Tag: panopticon
My son asked me to teach him how to code today. Why? Because he wants to hack his MacBook into a robot that will automatically keep a public tally of every person’s good and bad actions. It will plug into a big box that has a list of all the actions a person might do so we can see if a person is good or not.
I generalized the ethics of the requirements he gave me, and I think I talked him out of it.
My son’s school uses an app called ClassDojo to micromanage student behavior. I get multiple updates daily on how my kid is doing. Each student gets points added for good behavioral choices and points removed for poor ones. At first I thought this was cool, but now I think it is terrible.
- It makes children think it is just fine for someone to monitor their every action.
- It makes children think it is just fine for their every action to be assigned a positive or negative value.
- It makes children think it is just fine for others to be able to see a list of the merits and demerits they’ve received.
- It encourages confirmation bias.
- It treats subjectivity as objective data.

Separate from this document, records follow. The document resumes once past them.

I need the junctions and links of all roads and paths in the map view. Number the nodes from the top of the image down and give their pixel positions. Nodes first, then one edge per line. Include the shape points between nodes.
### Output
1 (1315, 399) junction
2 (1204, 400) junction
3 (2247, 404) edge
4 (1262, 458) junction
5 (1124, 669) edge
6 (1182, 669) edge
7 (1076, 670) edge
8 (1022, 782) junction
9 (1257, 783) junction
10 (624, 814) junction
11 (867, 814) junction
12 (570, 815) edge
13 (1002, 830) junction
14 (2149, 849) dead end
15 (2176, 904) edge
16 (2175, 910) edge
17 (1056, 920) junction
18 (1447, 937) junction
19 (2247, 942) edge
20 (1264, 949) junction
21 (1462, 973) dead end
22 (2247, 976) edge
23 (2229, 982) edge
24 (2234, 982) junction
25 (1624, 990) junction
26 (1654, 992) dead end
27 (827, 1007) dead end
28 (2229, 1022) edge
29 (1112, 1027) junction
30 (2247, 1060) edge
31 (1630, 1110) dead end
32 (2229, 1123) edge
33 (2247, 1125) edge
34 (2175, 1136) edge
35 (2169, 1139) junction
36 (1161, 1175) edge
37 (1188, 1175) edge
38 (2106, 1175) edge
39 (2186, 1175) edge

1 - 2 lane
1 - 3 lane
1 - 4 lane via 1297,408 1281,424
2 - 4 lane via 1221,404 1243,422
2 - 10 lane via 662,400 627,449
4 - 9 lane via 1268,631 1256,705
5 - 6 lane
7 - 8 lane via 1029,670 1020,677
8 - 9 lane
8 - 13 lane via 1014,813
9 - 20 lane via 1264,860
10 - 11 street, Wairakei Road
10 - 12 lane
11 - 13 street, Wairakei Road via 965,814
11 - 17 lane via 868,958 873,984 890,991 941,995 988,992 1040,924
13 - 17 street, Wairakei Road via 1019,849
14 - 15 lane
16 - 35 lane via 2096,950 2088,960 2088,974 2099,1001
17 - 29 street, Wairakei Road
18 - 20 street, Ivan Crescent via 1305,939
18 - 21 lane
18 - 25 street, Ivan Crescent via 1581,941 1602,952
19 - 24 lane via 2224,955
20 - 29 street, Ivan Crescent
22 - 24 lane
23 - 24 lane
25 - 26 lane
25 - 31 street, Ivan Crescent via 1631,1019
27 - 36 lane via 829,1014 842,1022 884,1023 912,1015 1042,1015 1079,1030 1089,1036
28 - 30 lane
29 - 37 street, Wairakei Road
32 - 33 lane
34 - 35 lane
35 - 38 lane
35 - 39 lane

I started to micromanage him and ask him about his demerits. I want him to succeed — so I want to help. To error-correct. I’d praise for merits too, but the time spent on praise was not equitable. No one needs to micromanage a second-grader. Elementary school children shouldn’t think that it’s okay for their every error or success to be recorded and distributed. They’re young, but they’re not too young to feel resentment to a system that seems arbitrary and unfair.
And then, decide to retaliate by inventing their own panopticon.